The first whales we saw were heading toward the San Juan Island shoreline and were backlit but their dorsal fin shapes did not look like J pod whales. This was L22, L25, L85, L94, and L113. J47 was nearby and J39 was inshore of the group. J38 also showed up out of nowhere and joined J47 and the L12s. J44 also showed up. These whales were acting social and there was a lot of milling and splashing. There was another social group a few hundred yards to the north of us and other whales were spread out peripherally in singles and small groups. J44 joined a few of these peripheral whales (the J31s and his little sister J53) on their way north towards the other social group. J44 and J53 joined the group while the J31s passed through it and headed slowly northwest. The rest of the socializing group was all of the J16s plus J22, J35, J40, J45, J46, J49, J51, and J57. Like the other group, these whales were socializing with lots of splashing and surface behavior. Even J56 breached a couple of times as she and her mom passed the group.
We moved back and forth between the two groups a couple times to see if any of the other L12s had joined up with them, while also checking on a couple of single animals in the general area. By the time the northern group (but not the northern most whales) made it to Pile Point, most of the whales in the area turned and began heading back down island. Both groups dissipated a little although there were still milling and socializing whales. Peripheral whales could have been foraging. We found L121 socializing with J44 but were still looking for any of the L77s who should have been around with the rest of the L12s.
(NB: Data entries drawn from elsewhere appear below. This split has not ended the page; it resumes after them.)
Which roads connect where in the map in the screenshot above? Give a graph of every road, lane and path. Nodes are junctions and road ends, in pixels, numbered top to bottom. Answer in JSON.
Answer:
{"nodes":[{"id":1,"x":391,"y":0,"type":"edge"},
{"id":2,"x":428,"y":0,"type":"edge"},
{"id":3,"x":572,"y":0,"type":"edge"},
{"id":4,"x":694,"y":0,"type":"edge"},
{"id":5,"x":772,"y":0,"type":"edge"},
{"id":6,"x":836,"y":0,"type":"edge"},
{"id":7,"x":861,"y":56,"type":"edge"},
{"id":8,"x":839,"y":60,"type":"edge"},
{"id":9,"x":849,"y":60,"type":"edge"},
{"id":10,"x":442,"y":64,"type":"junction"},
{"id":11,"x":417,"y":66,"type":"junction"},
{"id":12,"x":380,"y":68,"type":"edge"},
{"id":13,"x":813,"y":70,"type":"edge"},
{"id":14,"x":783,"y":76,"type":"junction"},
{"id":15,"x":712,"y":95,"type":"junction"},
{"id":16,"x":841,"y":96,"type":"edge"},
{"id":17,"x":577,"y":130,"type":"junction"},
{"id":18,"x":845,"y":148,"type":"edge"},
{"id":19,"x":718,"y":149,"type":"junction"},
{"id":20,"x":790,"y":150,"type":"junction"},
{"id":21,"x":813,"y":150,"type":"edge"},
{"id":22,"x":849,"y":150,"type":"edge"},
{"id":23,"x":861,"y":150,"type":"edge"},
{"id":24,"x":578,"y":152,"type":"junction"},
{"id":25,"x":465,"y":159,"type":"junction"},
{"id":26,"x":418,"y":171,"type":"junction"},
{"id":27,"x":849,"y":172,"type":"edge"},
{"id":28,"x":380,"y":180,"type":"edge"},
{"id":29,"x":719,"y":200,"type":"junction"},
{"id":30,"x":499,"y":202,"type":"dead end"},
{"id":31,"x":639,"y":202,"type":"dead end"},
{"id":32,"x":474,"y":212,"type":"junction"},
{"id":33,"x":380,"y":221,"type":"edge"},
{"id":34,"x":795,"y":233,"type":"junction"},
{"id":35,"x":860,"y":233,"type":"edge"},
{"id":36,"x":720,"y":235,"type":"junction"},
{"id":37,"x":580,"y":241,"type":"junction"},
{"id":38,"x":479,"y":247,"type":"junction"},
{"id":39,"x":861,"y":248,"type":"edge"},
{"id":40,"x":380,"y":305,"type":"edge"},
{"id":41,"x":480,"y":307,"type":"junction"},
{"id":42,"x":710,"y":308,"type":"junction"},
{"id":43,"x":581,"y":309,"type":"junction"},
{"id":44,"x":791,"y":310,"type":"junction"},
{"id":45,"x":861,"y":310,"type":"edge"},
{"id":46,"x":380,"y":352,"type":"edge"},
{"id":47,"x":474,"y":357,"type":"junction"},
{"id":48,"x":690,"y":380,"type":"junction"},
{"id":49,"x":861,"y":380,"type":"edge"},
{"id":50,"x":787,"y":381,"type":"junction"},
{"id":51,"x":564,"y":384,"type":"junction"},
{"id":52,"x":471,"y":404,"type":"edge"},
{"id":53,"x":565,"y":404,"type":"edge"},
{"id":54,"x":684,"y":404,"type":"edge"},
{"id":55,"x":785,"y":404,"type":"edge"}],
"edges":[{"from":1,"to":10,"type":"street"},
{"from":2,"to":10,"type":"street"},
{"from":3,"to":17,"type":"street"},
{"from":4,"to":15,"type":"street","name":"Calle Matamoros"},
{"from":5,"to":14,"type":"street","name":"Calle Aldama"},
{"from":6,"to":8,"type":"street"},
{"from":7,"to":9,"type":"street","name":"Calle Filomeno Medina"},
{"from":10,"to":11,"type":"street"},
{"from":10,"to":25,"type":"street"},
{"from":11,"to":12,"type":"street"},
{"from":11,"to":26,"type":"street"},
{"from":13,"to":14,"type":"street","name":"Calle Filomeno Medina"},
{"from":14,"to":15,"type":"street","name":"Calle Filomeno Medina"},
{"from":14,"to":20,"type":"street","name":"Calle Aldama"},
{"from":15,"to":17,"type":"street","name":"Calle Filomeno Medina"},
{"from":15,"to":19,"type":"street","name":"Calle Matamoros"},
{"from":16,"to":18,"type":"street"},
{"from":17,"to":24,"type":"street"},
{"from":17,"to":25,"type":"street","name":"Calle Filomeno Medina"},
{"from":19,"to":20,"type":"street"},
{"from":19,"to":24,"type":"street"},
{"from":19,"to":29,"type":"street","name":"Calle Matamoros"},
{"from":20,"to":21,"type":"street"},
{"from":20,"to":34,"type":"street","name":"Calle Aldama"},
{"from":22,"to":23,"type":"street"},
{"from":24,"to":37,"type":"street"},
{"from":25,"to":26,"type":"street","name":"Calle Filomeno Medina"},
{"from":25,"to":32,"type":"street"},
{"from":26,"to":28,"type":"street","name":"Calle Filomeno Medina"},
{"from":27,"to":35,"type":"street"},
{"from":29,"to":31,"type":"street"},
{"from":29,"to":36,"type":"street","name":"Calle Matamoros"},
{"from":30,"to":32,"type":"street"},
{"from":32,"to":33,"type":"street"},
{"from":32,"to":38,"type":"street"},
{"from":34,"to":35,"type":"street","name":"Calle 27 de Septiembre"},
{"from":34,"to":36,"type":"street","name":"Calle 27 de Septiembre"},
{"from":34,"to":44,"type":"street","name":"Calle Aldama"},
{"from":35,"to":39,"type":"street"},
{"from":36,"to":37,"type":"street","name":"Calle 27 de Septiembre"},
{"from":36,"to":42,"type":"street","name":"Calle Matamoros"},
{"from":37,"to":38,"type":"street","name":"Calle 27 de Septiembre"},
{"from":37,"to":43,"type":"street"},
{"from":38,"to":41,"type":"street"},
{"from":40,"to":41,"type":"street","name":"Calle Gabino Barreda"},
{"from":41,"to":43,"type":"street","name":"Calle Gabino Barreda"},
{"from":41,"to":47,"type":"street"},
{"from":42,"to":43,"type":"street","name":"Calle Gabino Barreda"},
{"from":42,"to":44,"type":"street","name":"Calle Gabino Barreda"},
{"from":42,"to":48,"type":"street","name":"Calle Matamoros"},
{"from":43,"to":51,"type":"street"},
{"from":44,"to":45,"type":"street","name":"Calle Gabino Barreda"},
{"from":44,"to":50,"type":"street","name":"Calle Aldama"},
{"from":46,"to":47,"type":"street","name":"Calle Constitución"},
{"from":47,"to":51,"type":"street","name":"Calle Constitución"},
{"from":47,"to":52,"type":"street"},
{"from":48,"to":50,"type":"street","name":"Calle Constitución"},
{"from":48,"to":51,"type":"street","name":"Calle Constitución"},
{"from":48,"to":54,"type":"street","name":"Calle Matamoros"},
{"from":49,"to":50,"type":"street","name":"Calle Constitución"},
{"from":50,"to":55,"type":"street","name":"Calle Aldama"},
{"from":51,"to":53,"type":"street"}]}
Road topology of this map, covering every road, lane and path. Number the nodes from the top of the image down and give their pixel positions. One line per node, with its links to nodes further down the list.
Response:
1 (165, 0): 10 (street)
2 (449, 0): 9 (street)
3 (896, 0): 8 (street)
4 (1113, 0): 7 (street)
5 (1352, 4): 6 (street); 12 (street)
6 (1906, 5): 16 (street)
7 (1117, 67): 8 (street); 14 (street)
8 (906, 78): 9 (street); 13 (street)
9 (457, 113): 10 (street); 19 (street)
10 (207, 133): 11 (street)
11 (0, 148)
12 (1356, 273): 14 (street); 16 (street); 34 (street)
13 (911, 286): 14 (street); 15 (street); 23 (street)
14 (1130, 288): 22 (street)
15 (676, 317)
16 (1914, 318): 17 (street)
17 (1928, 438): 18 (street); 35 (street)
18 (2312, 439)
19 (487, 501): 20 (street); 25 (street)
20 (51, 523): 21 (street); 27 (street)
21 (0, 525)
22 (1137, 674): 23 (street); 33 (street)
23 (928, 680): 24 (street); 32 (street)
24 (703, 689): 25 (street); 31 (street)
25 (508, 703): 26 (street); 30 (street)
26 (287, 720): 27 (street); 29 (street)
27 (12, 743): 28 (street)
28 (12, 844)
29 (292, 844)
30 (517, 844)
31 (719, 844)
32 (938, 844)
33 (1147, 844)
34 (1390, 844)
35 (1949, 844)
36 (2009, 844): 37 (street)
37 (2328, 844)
We headed north towards Hannah Heights with hopes of finding the L77s with the leaders who were coming down. We found J41 with J58 and J37 with J59 heading south in two pairs plus a couple other J pod whales we had seen already that day but no L77s. We then headed back south again to see if we could find them down there. We found most of the whales we had seen earlier between Kanaka Bay and the area just north of Eagle Point. By about 1340, the southernmost whales were heading north again, spread out in small groups and singles. We ended the encounter at 1441 off False Bay as the wind picked up and working conditions worsened.